Importa referir que nestas estações mais recentes, a altura do cais de embarque até aos carris é bastante grande, pois assim possibilita uma entrada mais fácil dos passageiros nos comboios, uma vez que as portas ficam niveladas com os ditos cais.

Este era precisamente o problema do canídeo. Ele sabia que tinha que sair dali, queria fazê-lo, só que a altura era demasiada para que ele conseguisse atingir a segurança. Para além disso, o bicho estava a meio caminho do comprimento do cais, pois se estivesse próximo de uma das extremidades facilmente conseguiria sair dali

Nos cais, de um e de outro lado da linha, várias pessoas tentavam em vão chamar pelo cão, tentando levá-lo até ao fim do cais, ou então tentando fazer com que ele se aproximasse para que alguém pudesse içá-lo. Só que tudo isto estava a deixar o bicho ainda mais assustado e desorientado.

À minha volta, com o aproximar da hora de chegada do comboio, sentia-se o crescer da ansiedade e de algum pânico nas pessoas. Murmurava-se, suspirava-se, falava-se... “... alguém que vá lá buscar o cão...”, “... alguém que faça alguma coisa...”, “... sai daí bicho, senão ficas debaixo do comboio...”

Só que o animal lá continuava e o tempo já escasseava. Ele já tinha andado uns metros na direcção do fim do cais, na direcção da segurança, mas ainda não os metros suficientes.

Foi então que eu não aguentei. Não sabia quanto tempo faltava, nem olhei para o relógio para saber. Pousei a mala do portátil e a minha bolsa, pedi ao senhor que estava sentado ao meu lado para olhar pelas minhas coisas e desatei a correr pelo cais na direcção do cão.

Quando estava perto dele saltei para os carris e tentei aproximar-me. A minha ideia era pegar nele e pô-lo em cima do cais. Só que o animal estava em pânico. Assim que sentiu a minha presença começou a fugir e não consegui pegar nele. Nessa altura, e uma vez que a distância já não era muita, comecei a correr atrás dele tentando levá-lo até à extremidade do cais. Só que ele, em vez de correr a direito, fintou-me, passando-me ao lado e começando a correr para trás.

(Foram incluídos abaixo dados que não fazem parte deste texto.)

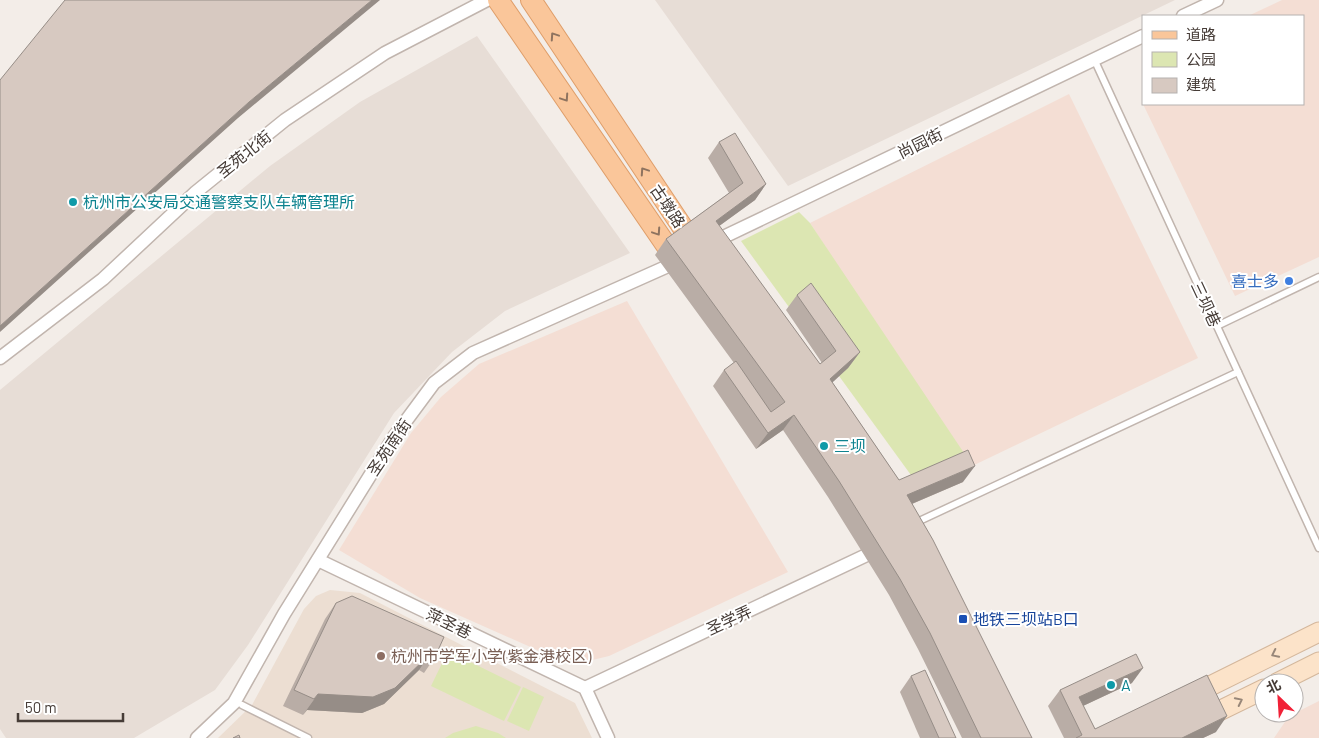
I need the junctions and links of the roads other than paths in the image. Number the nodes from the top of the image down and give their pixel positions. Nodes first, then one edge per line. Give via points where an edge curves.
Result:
1 (487, 0) edge
2 (498, 0) edge
3 (530, 0) edge
4 (1217, 0) edge
5 (1185, 15) edge
6 (1142, 36) edge
7 (1094, 59) junction
8 (702, 258) joint
9 (683, 270) joint
10 (1319, 277) edge
11 (1216, 326) junction
12 (0, 358) edge
13 (1238, 372) junction
14 (908, 526) edge
15 (1319, 548) edge
16 (873, 551) edge
17 (318, 560) junction
18 (1319, 632) edge
19 (1319, 662) edge
20 (1297, 673) edge
21 (585, 688) junction
22 (1254, 694) edge
23 (1176, 703) edge
24 (242, 705) dead end
25 (197, 738) edge
26 (308, 738) edge
27 (608, 738) edge
28 (1164, 738) edge

1 - 12 street, 圣苑北街 via 385,53 285,120 196,192 104,278
2 -> 9 main road, 古墩路
8 -> 3 main road, 古墩路
4 - 5 street
6 - 7 street, 尚园街
7 - 8 street, 尚园街
7 - 11 lane, 三坝巷
9 - 17 street, 圣苑南街 via 474,353 434,383 394,437
10 - 11 lane
11 - 13 lane, 三坝巷
13 - 14 lane
13 - 15 lane, 三坝巷
16 - 21 street, 圣学弄
17 - 21 street, 萍圣巷
17 - 25 street, 圣苑南街 via 234,702
18 -> 23 main road
19 - 20 main road
21 - 27 street
28 -> 22 main road
24 - 26 lane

Ele parou e eu voltei a tentar aproximar-me. Desta vez ele ficou quieto mas, assim que eu me baixei para o tentar apanhar, a reacção (natural) do animal foi rosnar-me. Falei com ele, tentei acalmá-lo e voltei à carga. Desta vez, para além das rosnadelas tive direito a uma bela dentada. Não desisti. Ele estava assustado e eu queria tirá-lo dali. Mais uma tentativa, mais uma mordidela, sendo que esta deixou-me um dedo bem marcado. Nisto ele desata outra vez a fugir na direcção do final do cais e eu a correr atrás dele, incitando-o a continuar porque a distância era pouca.

Durante os segundos ou minutos em que tudo isto se aconteceu, eu ouvia o barulho das pessoas que estavam nos cais, muito embora não estivesse a prestar qualquer atenção ao que quer que fosse que elas estivessem a dizer. Eu só pensava em tirar dali o cão. De repente, uma frase soou bem alto, acima de qualquer outra e tão perceptível como o ar que respiramos: “O comboio vem aí!”

Eu estava na mesma linha do comboio. O cão na linha ao lado a escassos metros da salvação representada pelo fim do cais. Só havia uma coisa a fazer e, na esperança de que o animal não se lembrasse de mudar de linha, saltei para cima do cais e comecei a correr em direcção aos meus pertences.

À medida que ia passando pela multidão que aguardava o comboio, fiquei estupefacto e revoltado com certas coisas que fui ouvindo. As mesmas vozes que no início se manifestaram em prol da salvação do canídeo, emitiam agora comentários do género “... não tem juízo nenhum, a saltar desta maneira para a linha...”, “... por mim bem que o cão lá ficava...” ou “... o homem deve ser maluco...”

Entrei no comboio e fui logo à janela ver onde estava o cão. Felizmente ele já estava em segurança, o que me deixou aliviado. Quando finalmente me sentei, olhei à minha volta e senti-me observado por olhares incriminadores, como se eu tivesse cometido um qualquer pecado capital. A hipocrisia e o egoísmo do bicho homem, infelizmente, não param de me surpreender. À medida que vou conhecendo as pessoas, mais gosto dos animais.

Quem diria que as boas acções deixam marcas... o meu dedo que o diga.